Problem to solve: Find every line in the data that contains the word "CERRETO". Return each of those lines.
----
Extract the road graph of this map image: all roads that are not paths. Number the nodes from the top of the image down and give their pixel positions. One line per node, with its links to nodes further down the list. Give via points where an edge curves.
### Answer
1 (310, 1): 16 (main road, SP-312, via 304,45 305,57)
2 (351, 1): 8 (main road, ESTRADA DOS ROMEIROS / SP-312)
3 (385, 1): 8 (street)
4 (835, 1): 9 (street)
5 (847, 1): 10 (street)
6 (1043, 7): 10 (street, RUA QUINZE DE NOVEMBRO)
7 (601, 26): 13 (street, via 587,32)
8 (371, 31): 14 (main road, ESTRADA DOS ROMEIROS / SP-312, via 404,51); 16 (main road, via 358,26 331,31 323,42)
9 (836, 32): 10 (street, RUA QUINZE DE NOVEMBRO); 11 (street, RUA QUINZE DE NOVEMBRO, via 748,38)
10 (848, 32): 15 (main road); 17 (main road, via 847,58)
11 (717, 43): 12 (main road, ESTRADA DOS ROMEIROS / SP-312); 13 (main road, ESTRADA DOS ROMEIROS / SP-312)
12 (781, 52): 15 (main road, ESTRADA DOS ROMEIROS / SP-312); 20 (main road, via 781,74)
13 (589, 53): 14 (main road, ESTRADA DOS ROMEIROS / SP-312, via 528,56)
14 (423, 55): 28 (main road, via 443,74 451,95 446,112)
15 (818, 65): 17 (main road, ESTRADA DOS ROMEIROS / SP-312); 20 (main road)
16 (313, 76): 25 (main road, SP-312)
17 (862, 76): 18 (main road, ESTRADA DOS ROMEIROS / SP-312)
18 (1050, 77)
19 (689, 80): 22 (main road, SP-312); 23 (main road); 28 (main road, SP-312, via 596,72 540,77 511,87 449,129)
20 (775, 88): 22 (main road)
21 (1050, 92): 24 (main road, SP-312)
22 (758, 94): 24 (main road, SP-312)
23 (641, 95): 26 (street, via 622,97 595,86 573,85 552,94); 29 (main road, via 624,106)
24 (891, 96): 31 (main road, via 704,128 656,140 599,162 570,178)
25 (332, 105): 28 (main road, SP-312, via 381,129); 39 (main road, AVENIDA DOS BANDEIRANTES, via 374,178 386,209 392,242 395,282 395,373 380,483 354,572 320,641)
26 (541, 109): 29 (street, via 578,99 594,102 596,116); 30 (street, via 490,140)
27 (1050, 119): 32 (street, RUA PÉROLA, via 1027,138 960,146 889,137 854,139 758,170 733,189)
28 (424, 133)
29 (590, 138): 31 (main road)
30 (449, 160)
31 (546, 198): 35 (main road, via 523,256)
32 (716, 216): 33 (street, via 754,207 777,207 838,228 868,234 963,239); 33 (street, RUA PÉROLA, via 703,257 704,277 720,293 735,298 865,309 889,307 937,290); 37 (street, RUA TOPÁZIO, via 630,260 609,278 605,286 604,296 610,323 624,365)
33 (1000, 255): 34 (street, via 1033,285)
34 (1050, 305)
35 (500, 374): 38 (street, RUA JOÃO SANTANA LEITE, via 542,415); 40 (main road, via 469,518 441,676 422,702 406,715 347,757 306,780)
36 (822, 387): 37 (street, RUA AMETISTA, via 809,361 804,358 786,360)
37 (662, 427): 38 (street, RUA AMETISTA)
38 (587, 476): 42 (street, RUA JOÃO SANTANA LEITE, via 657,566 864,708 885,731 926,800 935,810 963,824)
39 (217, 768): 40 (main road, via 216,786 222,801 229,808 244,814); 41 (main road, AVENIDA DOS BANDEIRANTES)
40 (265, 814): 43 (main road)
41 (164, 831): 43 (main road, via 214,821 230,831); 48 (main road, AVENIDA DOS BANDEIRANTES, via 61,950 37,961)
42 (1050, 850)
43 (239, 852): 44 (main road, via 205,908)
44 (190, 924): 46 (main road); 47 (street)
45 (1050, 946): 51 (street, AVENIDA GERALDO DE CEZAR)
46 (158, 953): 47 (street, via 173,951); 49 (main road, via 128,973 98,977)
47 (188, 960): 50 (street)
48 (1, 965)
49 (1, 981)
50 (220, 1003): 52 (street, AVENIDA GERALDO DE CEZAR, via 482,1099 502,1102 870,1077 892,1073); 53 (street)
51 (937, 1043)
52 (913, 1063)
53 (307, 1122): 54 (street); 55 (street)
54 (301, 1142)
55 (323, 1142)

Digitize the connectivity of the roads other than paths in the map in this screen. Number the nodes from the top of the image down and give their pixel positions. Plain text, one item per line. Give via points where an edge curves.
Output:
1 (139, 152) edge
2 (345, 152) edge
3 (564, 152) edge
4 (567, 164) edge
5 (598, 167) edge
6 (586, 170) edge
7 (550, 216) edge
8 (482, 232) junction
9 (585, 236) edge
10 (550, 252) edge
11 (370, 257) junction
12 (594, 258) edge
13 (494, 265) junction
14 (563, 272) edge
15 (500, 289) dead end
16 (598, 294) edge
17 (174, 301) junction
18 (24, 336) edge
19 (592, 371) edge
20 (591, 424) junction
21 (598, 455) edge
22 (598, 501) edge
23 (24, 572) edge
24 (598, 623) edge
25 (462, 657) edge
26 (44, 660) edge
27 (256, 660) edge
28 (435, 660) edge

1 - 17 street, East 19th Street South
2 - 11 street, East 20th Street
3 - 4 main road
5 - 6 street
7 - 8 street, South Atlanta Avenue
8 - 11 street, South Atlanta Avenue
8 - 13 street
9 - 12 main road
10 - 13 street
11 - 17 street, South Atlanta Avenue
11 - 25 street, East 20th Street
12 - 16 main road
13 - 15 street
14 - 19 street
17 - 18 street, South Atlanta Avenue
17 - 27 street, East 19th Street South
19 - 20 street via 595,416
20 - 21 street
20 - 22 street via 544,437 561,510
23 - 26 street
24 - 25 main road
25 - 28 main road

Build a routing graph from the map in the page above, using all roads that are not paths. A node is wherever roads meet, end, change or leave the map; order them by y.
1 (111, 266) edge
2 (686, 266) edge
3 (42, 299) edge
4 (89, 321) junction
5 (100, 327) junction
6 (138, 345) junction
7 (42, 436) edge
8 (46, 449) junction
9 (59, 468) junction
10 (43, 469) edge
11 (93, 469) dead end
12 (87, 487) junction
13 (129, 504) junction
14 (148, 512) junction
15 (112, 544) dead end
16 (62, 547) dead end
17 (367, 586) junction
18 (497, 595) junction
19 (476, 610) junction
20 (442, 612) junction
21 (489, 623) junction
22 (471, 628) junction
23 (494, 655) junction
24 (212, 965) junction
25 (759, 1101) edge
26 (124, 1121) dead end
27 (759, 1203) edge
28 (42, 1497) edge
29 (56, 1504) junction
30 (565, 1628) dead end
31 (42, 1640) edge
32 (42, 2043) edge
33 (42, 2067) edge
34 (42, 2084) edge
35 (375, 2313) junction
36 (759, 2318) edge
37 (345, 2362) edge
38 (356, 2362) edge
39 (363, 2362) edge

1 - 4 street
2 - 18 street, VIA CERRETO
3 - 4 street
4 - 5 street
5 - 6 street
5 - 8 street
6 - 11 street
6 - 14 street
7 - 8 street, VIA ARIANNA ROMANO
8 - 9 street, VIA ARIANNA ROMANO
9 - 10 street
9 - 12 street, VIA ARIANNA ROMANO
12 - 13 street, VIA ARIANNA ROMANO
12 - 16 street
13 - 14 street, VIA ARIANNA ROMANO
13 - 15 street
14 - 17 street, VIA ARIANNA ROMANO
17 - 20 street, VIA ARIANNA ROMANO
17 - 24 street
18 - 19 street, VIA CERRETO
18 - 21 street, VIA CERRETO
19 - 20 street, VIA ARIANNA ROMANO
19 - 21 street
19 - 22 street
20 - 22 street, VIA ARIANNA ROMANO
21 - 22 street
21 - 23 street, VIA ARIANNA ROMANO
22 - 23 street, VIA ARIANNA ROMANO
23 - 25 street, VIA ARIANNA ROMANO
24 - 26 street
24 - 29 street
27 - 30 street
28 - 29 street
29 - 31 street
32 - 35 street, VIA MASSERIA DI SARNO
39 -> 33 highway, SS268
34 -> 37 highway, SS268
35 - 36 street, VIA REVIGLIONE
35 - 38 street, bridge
----
Task answer:
2 - 18 street, VIA CERRETO
18 - 19 street, VIA CERRETO
18 - 21 street, VIA CERRETO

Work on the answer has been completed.